■ **Entries supplied**
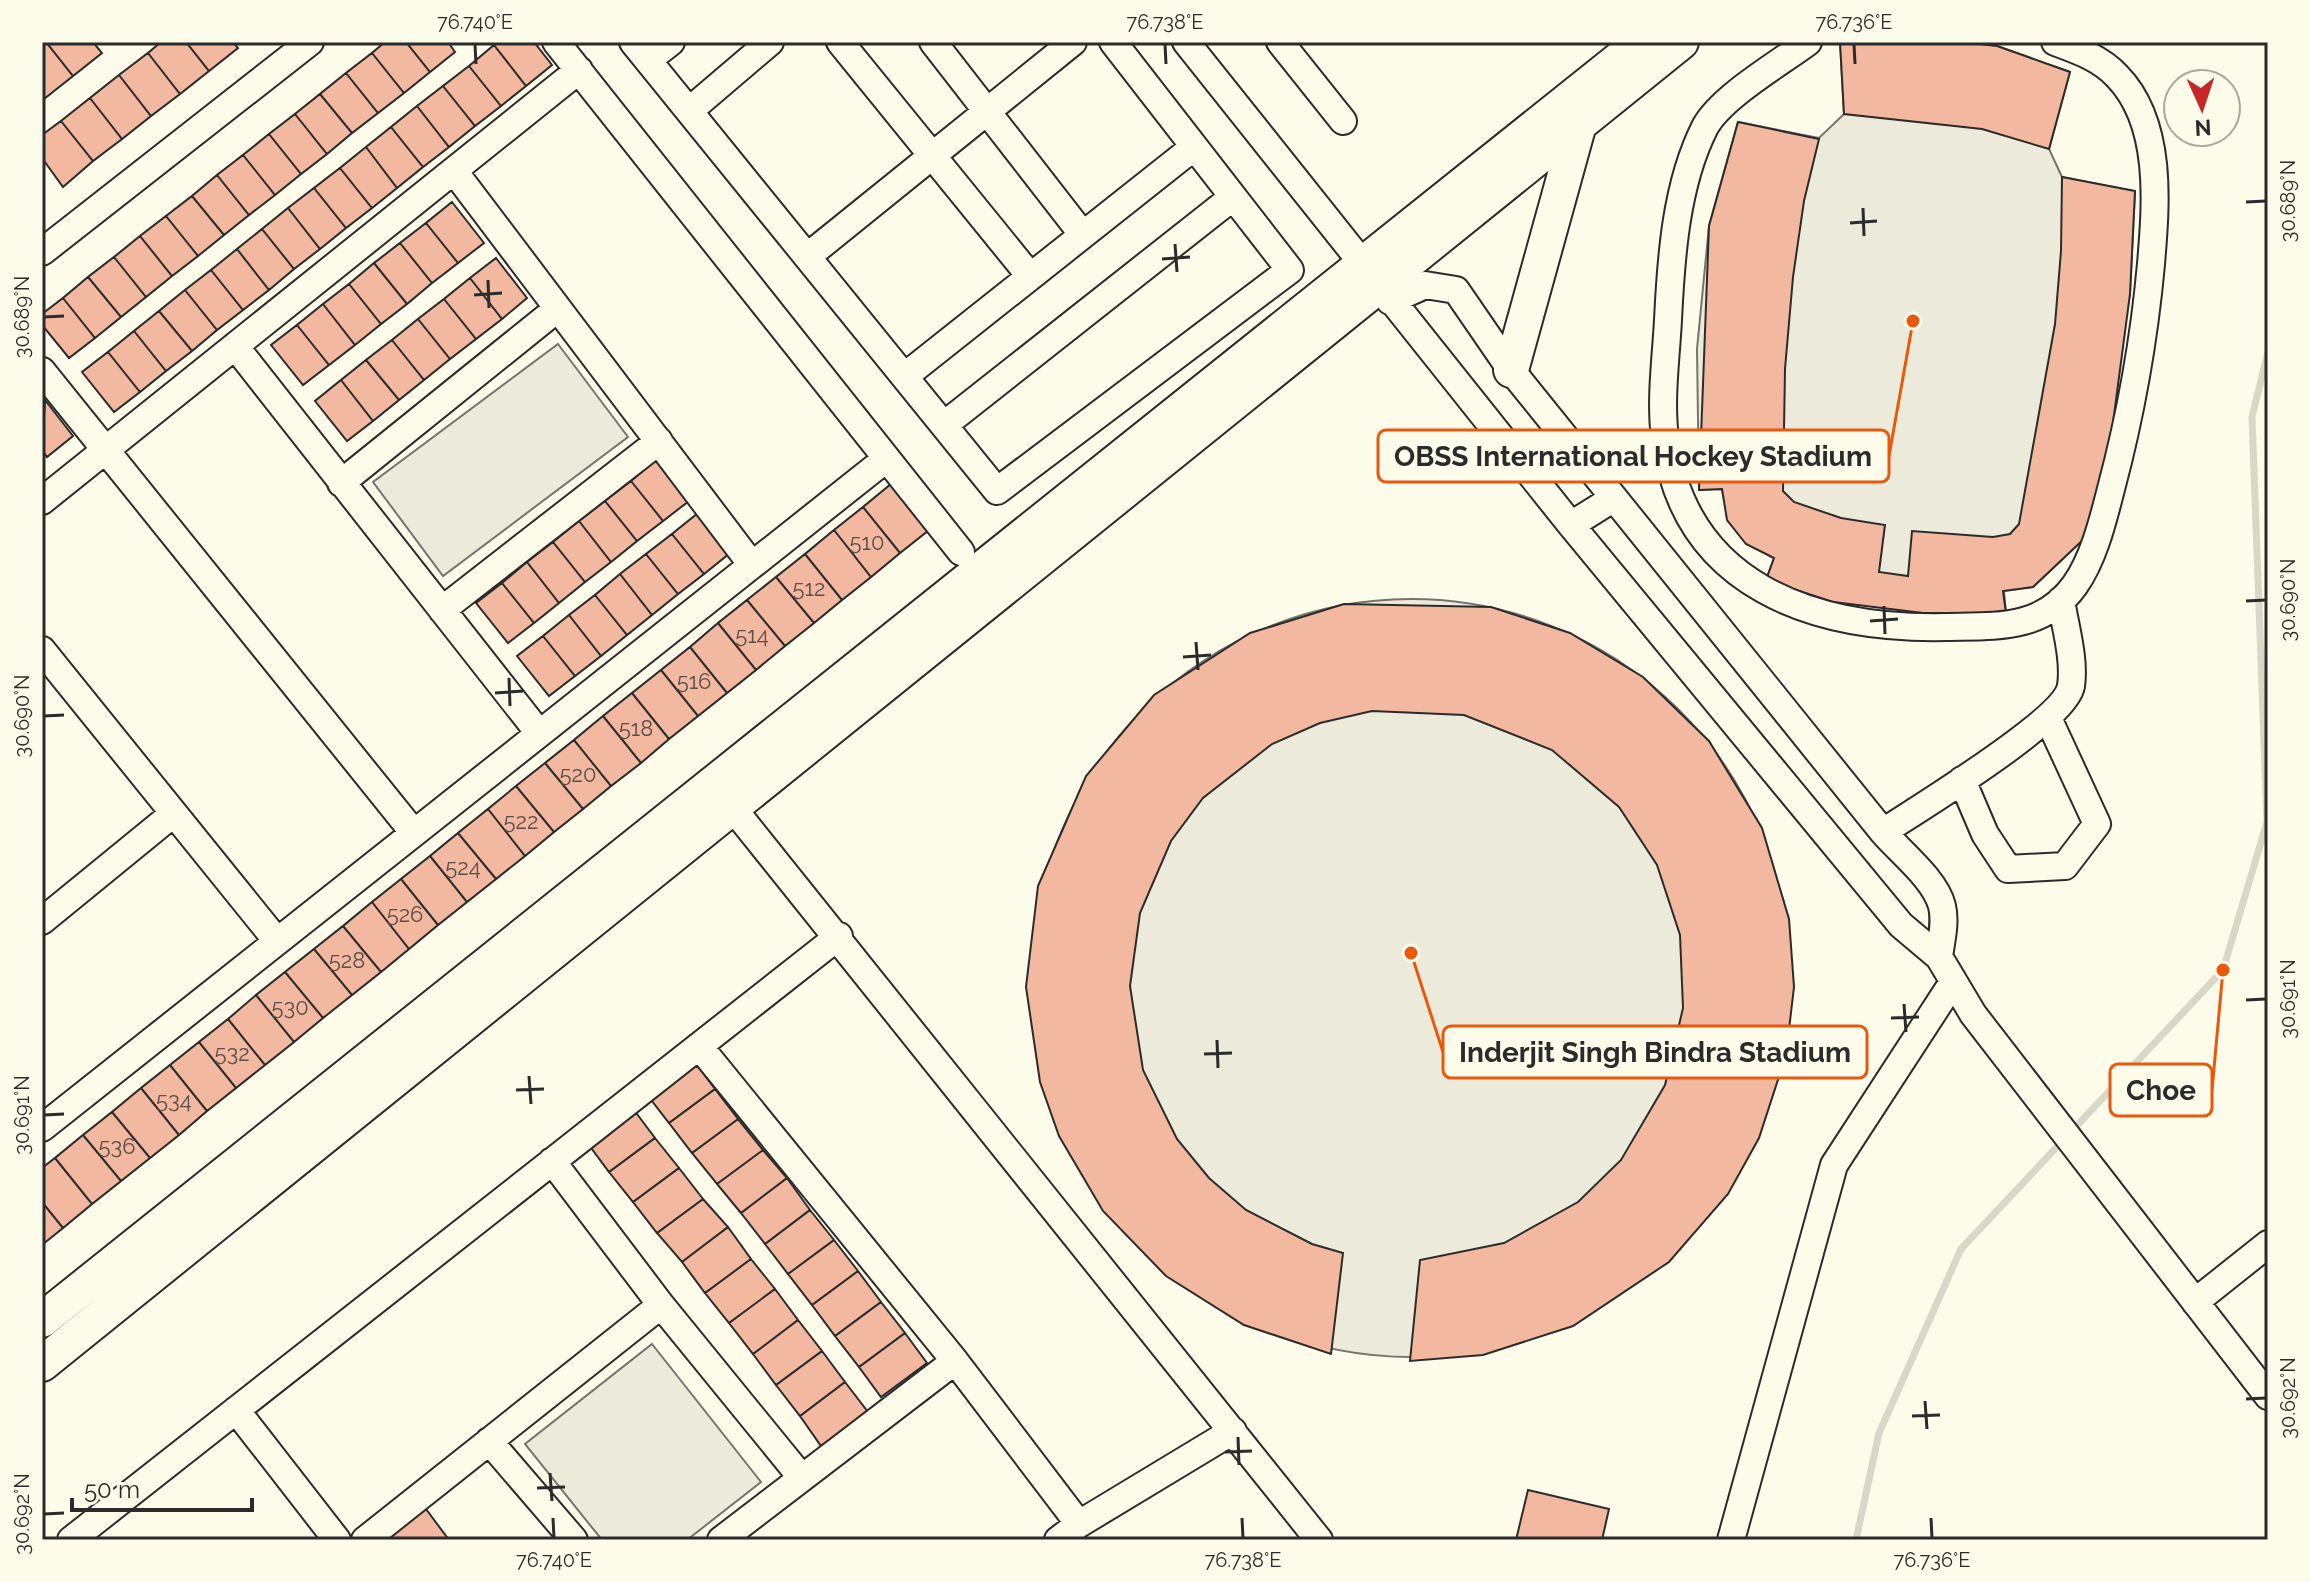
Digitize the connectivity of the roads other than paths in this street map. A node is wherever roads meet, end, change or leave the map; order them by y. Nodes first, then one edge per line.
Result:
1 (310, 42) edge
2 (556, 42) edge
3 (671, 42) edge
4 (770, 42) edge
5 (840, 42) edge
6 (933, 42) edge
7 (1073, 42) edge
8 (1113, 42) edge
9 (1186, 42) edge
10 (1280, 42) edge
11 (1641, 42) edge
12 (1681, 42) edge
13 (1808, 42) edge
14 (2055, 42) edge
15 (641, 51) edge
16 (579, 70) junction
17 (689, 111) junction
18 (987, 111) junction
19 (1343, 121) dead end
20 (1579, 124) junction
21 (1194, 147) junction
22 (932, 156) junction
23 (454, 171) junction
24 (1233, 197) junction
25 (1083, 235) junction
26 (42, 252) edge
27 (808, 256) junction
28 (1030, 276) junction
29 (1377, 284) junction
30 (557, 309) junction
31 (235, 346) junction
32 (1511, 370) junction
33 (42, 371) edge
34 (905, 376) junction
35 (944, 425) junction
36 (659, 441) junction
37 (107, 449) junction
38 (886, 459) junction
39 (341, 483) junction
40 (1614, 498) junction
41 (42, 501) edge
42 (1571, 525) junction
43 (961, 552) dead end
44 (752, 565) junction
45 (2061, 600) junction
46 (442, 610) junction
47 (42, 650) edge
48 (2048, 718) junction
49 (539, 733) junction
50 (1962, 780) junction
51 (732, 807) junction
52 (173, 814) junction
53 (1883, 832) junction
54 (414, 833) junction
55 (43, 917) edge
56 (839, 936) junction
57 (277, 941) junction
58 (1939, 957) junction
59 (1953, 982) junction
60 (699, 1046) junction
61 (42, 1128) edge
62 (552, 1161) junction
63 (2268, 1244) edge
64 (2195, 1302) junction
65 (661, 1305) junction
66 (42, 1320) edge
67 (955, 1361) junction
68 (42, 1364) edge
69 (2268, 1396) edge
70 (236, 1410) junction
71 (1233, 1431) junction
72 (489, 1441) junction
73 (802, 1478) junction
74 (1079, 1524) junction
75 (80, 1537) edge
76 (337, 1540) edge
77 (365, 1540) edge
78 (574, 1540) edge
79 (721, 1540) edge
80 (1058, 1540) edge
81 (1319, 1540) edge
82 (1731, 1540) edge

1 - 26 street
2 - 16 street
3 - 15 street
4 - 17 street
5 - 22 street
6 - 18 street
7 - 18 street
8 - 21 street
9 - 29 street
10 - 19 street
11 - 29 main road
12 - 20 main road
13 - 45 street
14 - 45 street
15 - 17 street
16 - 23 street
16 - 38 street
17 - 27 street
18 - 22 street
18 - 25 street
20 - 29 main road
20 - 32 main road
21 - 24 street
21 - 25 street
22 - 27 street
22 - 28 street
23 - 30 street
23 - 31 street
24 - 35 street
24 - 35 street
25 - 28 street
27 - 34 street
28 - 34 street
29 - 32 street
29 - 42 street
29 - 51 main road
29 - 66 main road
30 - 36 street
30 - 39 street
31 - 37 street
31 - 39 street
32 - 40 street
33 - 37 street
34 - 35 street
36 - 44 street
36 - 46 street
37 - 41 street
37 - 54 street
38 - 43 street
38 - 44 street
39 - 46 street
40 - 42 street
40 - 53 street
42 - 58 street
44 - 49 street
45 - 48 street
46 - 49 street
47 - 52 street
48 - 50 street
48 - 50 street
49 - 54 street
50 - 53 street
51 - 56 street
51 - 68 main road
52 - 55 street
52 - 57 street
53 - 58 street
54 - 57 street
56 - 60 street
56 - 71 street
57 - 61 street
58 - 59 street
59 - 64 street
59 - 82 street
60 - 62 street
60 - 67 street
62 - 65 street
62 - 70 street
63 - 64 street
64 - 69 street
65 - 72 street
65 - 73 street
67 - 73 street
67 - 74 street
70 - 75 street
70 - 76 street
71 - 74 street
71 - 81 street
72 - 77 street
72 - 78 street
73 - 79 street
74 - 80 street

---

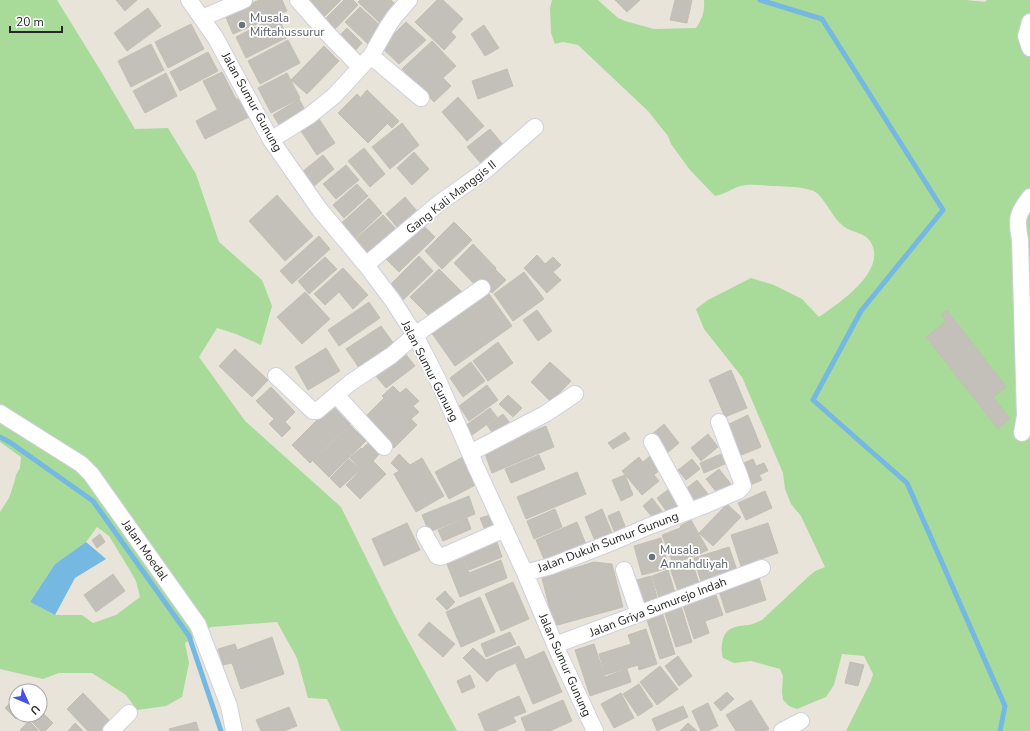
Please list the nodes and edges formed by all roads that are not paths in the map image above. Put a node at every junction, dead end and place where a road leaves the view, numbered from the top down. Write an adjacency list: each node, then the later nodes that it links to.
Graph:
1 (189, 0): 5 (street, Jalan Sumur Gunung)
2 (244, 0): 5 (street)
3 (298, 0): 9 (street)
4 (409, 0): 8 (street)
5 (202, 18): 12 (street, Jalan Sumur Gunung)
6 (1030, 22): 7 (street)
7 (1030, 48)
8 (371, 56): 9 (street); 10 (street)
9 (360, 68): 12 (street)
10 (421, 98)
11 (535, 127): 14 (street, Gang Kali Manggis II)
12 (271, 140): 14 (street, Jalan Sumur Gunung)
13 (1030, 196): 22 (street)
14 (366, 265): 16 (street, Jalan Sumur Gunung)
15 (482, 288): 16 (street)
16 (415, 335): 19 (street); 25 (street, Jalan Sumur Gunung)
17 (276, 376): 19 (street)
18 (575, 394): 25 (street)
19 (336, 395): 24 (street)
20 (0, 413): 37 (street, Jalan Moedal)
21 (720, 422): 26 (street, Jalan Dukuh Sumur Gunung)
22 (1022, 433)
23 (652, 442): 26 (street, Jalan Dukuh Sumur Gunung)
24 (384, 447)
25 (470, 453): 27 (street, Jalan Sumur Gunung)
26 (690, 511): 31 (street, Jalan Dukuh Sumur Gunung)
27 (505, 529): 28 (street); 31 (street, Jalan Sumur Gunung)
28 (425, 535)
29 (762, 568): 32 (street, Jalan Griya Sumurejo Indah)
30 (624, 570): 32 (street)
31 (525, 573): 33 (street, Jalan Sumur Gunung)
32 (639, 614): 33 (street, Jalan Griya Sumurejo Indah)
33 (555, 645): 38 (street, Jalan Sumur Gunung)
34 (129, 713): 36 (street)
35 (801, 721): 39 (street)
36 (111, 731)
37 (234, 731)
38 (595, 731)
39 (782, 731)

■ **Exercise aim**
Which of the lines above carry the string "then"? Copy every one.

■ **Solution to this exercise**
Digitize the connectivity of the roads other than paths in this street map. A node is wherever roads meet, end, change or leave the map; order them by y. Nodes first, then one edge per line.
Please list the nodes and edges formed by all roads that are not paths in the map image above. Put a node at every junction, dead end and place where a road leaves the view, numbered from the top down. Write an adjacency list: each node, then the later nodes that it links to.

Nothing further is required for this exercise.